Free Energy Projective Simulation

Updated 25 January 2026

FEPS is a framework that models agents as interpretable, graph-based systems using active inference and the free energy principle for internal policy optimization.
The methodology employs a clone-structured episodic memory and random walk deliberation to build explicit world models and compute expected free energy for decision-making.
Empirical validations in tasks like grid navigation and timed-response paradigms demonstrate FEPS's potential in contextual learning and adaptive policy optimization.

Free Energy Projective Simulation (FEPS) is a framework that models agents as interpretable, graph-based systems performing active inference in partially observable environments. FEPS integrates the free energy principle (FEP) and active inference (AIF) with a structured memory architecture, enabling agents to derive optimal policies via internal reward mechanisms and explicit world models without relying on external scalar rewards or deep neural networks (Pazem et al., 2024).
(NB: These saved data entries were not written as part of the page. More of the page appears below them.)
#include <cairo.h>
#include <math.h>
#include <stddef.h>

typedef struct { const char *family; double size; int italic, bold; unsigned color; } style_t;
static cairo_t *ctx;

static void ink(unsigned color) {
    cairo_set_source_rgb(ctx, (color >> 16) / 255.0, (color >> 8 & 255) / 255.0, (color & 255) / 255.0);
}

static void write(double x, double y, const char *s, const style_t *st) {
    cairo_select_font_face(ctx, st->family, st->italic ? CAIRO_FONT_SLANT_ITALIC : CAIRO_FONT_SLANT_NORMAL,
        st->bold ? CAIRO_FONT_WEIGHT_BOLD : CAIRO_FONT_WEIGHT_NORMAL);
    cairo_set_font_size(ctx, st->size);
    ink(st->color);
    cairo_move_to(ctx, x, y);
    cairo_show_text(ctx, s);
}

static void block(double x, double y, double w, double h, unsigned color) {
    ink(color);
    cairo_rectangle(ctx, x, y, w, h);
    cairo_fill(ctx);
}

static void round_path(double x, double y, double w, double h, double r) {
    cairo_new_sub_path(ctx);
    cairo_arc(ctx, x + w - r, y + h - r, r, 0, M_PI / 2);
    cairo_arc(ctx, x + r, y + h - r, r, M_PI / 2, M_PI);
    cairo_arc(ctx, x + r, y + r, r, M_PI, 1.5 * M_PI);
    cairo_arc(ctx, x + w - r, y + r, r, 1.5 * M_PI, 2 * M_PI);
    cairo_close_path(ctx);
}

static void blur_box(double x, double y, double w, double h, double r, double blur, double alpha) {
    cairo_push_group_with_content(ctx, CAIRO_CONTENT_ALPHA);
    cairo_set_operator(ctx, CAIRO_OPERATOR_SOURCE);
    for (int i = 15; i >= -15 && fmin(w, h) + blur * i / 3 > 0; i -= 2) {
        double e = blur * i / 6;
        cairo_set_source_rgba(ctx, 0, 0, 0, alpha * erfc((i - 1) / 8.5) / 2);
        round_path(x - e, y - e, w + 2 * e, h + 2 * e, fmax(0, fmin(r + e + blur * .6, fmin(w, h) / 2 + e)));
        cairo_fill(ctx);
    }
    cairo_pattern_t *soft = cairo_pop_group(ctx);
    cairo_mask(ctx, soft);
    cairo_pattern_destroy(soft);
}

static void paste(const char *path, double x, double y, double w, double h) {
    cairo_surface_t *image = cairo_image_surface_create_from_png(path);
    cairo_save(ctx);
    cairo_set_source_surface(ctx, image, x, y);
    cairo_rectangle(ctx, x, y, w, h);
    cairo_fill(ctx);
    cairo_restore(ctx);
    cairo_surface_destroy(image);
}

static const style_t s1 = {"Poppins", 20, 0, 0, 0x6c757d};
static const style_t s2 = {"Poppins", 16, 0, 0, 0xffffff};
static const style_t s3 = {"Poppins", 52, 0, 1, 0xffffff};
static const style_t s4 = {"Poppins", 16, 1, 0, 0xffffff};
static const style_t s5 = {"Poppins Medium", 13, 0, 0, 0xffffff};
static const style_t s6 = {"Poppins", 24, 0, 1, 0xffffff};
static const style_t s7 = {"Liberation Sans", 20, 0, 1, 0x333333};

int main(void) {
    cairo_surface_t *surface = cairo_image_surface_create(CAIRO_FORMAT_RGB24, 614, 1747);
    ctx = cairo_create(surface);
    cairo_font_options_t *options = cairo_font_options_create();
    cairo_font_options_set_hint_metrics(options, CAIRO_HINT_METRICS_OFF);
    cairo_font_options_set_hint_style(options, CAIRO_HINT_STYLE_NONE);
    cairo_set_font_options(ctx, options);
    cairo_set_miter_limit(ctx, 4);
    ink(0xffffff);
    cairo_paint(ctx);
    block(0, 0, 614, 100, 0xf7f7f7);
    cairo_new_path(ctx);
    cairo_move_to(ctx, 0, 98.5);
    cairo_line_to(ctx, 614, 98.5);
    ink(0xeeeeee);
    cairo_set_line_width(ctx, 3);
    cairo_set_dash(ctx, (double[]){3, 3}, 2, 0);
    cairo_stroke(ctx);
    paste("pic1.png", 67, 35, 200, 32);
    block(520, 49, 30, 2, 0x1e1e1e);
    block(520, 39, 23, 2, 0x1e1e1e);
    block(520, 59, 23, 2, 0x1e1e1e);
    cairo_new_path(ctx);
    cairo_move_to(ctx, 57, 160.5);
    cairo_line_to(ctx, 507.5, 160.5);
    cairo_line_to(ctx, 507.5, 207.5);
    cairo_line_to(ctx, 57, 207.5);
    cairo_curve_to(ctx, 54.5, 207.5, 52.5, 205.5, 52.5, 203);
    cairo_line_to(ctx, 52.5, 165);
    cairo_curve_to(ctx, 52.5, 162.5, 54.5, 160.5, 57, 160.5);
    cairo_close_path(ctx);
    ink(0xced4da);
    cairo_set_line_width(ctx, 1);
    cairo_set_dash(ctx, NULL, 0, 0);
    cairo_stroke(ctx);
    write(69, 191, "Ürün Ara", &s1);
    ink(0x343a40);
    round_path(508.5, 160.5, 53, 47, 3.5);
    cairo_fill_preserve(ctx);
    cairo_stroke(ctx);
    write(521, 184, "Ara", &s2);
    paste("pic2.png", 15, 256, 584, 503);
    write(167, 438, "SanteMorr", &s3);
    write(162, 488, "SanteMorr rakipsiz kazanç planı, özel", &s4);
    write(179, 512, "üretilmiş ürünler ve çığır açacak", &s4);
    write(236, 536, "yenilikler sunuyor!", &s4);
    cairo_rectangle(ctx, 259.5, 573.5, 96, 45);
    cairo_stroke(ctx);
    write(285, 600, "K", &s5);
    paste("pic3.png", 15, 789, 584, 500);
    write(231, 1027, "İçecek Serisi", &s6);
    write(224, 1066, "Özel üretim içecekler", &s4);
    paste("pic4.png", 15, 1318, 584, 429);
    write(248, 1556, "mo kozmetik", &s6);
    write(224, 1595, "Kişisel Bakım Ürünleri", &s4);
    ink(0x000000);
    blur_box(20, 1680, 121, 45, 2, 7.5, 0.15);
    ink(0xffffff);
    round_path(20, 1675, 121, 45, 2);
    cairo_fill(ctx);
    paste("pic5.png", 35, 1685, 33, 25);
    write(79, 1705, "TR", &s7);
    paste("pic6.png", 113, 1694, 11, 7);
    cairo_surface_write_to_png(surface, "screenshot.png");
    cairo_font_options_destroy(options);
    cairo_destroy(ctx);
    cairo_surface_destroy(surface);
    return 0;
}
1. World Model and Internal Representation

FEPS agents maintain an explicit world model rooted in a partially observable Markov decision process (POMDP). The model components are as follows:

Belief-state space: $B = \{b\}$ (with $b$ denoting "clone clips").
Observation space: $S = \{s\}$ (sensory states).
Action space: $A = \{a\}$ .
Transition function: $T$ , representing $p(b'|b, a)$ , models transitions between belief states given actions.
Emission (likelihood) function: $L$ , representing $p(s|b)$ , associates belief states with observations.
Internal reward: $R$ , used for learning (see Section 3).

A key architectural feature is the clone-structured Episodic & Compositional Memory (ECM). Each observation $s\in S$ is associated with $N_\text{clone}$ "clone clips" $b\in B$ , yielding $|B| = N_\text{clone} \cdot |S|$ . The emission edges $b \to s$ are deterministic ( $p(s|b)=\delta_{s,s(b)}$ ). Transition edges $b \xrightarrow{a} b'$ carry trainable weights $h_{b,b'}^{(a)}$ encoding $p(b'|b,a)$ . Deliberation in FEPS corresponds to a random walk on the ECM, while policy selection is implemented via a bipartite graph from $B$ to $A$ .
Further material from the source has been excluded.